Tom had already suffered two previous divorces, which anyone that has gone through at least one knows is a hellish (but seldom talked about in detail) experience. At the time of his love affair with Katie, I had never been divorced, but after experiencing two of my own divorces, I now understand his actions even more keenly.
Maybe the people who criticized his behavior had never experienced divorce – had never experienced the mind numbing loneliness of coming home to an empty, cold house and going to bed with only a pillow to soak up your tears. Maybe they didn’t understand how it hurts when you have no one close to your heart to share your triumphs, dreams, or ambitions with.

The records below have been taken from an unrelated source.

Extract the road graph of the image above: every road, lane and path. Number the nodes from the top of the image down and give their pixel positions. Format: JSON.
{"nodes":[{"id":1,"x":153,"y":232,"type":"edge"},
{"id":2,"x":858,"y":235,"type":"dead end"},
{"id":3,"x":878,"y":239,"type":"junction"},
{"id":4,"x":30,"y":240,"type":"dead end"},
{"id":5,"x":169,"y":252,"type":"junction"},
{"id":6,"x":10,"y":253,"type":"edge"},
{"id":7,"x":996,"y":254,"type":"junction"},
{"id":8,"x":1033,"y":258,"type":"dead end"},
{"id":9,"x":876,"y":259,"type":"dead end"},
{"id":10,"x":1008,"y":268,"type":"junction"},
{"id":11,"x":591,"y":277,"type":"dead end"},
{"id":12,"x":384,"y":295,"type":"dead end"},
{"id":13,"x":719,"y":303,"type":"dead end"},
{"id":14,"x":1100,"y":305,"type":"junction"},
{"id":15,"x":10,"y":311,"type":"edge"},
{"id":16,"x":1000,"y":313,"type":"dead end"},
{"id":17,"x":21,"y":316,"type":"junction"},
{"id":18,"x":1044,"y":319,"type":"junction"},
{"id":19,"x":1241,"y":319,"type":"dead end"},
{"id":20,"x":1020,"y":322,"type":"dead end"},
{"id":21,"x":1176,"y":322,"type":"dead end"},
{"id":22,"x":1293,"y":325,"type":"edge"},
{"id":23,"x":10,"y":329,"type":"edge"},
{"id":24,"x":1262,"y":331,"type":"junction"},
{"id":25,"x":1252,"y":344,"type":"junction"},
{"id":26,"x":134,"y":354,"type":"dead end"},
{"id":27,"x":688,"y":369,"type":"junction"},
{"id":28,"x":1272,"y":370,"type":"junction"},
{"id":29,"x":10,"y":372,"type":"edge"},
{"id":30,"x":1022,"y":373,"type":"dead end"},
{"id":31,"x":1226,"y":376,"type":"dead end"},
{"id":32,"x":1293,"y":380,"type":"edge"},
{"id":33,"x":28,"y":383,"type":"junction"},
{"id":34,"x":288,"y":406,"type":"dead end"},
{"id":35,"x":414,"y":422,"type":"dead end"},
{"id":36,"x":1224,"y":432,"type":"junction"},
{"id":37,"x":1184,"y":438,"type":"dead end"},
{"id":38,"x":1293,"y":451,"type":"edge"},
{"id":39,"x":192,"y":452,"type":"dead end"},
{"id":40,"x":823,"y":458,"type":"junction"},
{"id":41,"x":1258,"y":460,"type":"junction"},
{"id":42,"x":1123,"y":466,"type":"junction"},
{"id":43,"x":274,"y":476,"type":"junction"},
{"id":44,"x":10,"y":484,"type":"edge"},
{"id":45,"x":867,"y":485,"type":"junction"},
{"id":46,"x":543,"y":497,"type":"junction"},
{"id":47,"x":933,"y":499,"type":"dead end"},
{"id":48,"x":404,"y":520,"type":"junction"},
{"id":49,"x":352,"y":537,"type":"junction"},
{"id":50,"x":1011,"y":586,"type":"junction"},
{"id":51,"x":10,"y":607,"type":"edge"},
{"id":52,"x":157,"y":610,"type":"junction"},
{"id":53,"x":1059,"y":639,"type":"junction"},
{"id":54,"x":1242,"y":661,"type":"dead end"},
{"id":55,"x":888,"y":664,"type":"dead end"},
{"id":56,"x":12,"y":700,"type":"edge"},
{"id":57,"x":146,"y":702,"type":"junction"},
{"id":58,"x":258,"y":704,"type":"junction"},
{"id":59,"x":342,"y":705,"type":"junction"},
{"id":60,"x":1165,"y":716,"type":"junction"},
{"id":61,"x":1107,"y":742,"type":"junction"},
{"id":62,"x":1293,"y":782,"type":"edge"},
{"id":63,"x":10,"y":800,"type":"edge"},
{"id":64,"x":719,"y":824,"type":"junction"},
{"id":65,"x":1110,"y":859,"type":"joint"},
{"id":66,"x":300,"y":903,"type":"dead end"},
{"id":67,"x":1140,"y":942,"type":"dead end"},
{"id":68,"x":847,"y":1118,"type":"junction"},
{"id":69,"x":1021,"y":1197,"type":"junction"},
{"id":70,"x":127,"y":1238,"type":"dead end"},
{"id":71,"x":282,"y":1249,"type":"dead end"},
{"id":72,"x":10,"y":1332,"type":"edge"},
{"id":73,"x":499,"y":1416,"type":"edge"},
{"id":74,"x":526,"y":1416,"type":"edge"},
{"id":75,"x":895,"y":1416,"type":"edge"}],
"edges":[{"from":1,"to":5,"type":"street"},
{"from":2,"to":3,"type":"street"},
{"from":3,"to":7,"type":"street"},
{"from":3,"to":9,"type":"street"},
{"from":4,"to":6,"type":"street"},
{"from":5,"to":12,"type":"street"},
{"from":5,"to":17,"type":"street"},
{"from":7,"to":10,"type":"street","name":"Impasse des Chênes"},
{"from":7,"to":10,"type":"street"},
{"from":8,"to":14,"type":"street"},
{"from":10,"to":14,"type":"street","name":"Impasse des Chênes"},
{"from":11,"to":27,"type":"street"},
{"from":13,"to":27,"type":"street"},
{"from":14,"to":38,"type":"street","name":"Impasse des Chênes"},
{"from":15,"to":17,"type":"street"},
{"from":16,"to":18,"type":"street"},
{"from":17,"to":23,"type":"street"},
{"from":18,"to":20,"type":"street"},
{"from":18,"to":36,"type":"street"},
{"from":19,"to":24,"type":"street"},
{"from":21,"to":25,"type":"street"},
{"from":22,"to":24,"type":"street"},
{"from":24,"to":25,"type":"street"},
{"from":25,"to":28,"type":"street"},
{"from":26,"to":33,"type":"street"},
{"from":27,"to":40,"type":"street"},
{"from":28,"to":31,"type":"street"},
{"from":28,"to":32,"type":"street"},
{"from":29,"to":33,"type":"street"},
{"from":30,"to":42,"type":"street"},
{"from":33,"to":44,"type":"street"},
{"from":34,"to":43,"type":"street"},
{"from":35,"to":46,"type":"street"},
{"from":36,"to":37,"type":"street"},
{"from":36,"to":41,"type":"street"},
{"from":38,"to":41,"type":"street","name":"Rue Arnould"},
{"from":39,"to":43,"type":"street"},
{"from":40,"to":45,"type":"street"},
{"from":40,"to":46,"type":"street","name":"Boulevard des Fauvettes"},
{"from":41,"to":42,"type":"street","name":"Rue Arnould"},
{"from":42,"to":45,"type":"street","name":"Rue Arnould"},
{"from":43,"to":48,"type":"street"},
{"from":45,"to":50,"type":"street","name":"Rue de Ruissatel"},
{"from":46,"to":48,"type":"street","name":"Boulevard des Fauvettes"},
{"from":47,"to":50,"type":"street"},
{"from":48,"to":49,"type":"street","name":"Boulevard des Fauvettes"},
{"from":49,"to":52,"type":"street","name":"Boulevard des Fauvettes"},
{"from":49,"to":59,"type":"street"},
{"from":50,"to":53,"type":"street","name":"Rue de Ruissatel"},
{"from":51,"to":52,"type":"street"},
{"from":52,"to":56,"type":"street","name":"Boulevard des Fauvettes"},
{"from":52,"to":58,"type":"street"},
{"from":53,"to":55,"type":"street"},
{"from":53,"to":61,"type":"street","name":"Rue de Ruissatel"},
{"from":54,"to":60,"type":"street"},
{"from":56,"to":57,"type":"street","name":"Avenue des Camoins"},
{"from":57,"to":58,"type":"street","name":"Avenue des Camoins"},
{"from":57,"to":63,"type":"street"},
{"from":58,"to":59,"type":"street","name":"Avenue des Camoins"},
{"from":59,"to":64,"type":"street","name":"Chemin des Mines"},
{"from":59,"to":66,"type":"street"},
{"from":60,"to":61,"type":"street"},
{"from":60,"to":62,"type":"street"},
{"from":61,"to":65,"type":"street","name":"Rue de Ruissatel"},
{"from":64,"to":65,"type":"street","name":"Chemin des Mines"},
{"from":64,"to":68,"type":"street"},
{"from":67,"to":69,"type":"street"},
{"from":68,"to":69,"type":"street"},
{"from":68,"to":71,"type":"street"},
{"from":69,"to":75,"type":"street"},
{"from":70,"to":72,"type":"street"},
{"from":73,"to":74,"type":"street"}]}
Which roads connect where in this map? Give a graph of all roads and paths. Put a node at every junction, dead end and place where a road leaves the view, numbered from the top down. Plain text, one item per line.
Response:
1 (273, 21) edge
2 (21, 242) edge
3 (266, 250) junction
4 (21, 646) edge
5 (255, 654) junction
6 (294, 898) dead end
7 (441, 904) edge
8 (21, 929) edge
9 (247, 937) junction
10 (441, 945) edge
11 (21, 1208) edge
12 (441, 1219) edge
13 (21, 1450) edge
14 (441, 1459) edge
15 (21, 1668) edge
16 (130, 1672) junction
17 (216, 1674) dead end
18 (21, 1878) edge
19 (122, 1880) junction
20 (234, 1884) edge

Or, when you’ve been in a fender bender and your airbags deploy, and your head is lacerated and there is no one to call to come give you a long comforting hug as your body goes through the stages of an adrenaline dump and shock.
After awhile of being alone, you get used to it, like anything else in life and you adapt. I filled the hours of my loneliness with writing and reading and children.
Family parties were excruciating reminders of my singleness –
especially when I had to go alone without my kids because my former husband wouldn’t allow my children to attend during his “parent time.” And of course, my family wouldn’t adapt the time of their parties to accommodate my “parent time”. I often would find myself watching my siblings with envy as they cuddled their spouses and exchanged quick kisses and knowing glances. I would look away, idly rubbing my finger where a wedding band once resided, longing for a complete family unit again. God! I missed that so much!! And then, on top of it, to find out about family “couple” parties after the fact was just salt in the wound. I think I’ve swallowed gallons of tears to keep from showing my hurt over the last 3 years.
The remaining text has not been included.